> DIRECTIONS:
Every line of the data must be set down exactly as shown.
==== PROVIDED MATERIAL
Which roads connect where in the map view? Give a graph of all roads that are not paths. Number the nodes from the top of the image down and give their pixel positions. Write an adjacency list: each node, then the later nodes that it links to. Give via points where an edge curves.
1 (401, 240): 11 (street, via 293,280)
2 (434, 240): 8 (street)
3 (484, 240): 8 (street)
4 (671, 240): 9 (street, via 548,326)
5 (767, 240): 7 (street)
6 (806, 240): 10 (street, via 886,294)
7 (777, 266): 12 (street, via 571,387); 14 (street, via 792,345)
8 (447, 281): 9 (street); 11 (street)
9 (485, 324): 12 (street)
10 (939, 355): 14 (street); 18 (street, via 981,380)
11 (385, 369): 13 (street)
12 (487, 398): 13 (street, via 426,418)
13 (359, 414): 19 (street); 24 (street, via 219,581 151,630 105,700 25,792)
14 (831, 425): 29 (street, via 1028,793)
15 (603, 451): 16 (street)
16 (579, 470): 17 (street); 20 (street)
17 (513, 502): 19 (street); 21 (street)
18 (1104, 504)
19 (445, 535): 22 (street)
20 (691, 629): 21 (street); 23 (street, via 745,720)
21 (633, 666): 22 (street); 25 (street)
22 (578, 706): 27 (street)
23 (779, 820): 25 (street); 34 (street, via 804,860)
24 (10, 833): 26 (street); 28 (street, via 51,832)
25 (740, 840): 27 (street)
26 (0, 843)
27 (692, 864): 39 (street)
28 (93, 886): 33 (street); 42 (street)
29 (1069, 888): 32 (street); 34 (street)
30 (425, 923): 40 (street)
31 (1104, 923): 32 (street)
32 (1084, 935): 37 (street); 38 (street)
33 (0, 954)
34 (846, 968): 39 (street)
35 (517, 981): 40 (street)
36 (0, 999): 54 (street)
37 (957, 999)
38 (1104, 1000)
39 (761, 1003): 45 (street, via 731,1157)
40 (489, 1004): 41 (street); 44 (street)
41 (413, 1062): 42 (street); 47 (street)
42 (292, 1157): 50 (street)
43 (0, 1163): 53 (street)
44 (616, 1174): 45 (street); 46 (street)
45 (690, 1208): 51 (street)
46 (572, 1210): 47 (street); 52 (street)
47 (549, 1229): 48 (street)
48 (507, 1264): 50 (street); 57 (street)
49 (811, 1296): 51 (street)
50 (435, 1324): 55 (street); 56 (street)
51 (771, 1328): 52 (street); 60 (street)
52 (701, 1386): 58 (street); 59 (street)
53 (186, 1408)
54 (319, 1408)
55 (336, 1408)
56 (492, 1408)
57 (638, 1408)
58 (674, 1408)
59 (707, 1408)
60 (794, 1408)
========
> EXERCISE ANSWER:
Which roads connect where in the map view? Give a graph of all roads that are not paths. Number the nodes from the top of the image down and give their pixel positions. Write an adjacency list: each node, then the later nodes that it links to. Give via points where an edge curves.
1 (401, 240): 11 (street, via 293,280)
2 (434, 240): 8 (street)
3 (484, 240): 8 (street)
4 (671, 240): 9 (street, via 548,326)
5 (767, 240): 7 (street)
6 (806, 240): 10 (street, via 886,294)
7 (777, 266): 12 (street, via 571,387); 14 (street, via 792,345)
8 (447, 281): 9 (street); 11 (street)
9 (485, 324): 12 (street)
10 (939, 355): 14 (street); 18 (street, via 981,380)
11 (385, 369): 13 (street)
12 (487, 398): 13 (street, via 426,418)
13 (359, 414): 19 (street); 24 (street, via 219,581 151,630 105,700 25,792)
14 (831, 425): 29 (street, via 1028,793)
15 (603, 451): 16 (street)
16 (579, 470): 17 (street); 20 (street)
17 (513, 502): 19 (street); 21 (street)
18 (1104, 504)
19 (445, 535): 22 (street)
20 (691, 629): 21 (street); 23 (street, via 745,720)
21 (633, 666): 22 (street); 25 (street)
22 (578, 706): 27 (street)
23 (779, 820): 25 (street); 34 (street, via 804,860)
24 (10, 833): 26 (street); 28 (street, via 51,832)
25 (740, 840): 27 (street)
26 (0, 843)
27 (692, 864): 39 (street)
28 (93, 886): 33 (street); 42 (street)
29 (1069, 888): 32 (street); 34 (street)
30 (425, 923): 40 (street)
31 (1104, 923): 32 (street)
32 (1084, 935): 37 (street); 38 (street)
33 (0, 954)
34 (846, 968): 39 (street)
35 (517, 981): 40 (street)
36 (0, 999): 54 (street)
37 (957, 999)
38 (1104, 1000)
39 (761, 1003): 45 (street, via 731,1157)
40 (489, 1004): 41 (street); 44 (street)
41 (413, 1062): 42 (street); 47 (street)
42 (292, 1157): 50 (street)
43 (0, 1163): 53 (street)
44 (616, 1174): 45 (street); 46 (street)
45 (690, 1208): 51 (street)
46 (572, 1210): 47 (street); 52 (street)
47 (549, 1229): 48 (street)
48 (507, 1264): 50 (street); 57 (street)
49 (811, 1296): 51 (street)
50 (435, 1324): 55 (street); 56 (street)
51 (771, 1328): 52 (street); 60 (street)
52 (701, 1386): 58 (street); 59 (street)
53 (186, 1408)
54 (319, 1408)
55 (336, 1408)
56 (492, 1408)
57 (638, 1408)
58 (674, 1408)
59 (707, 1408)
60 (794, 1408)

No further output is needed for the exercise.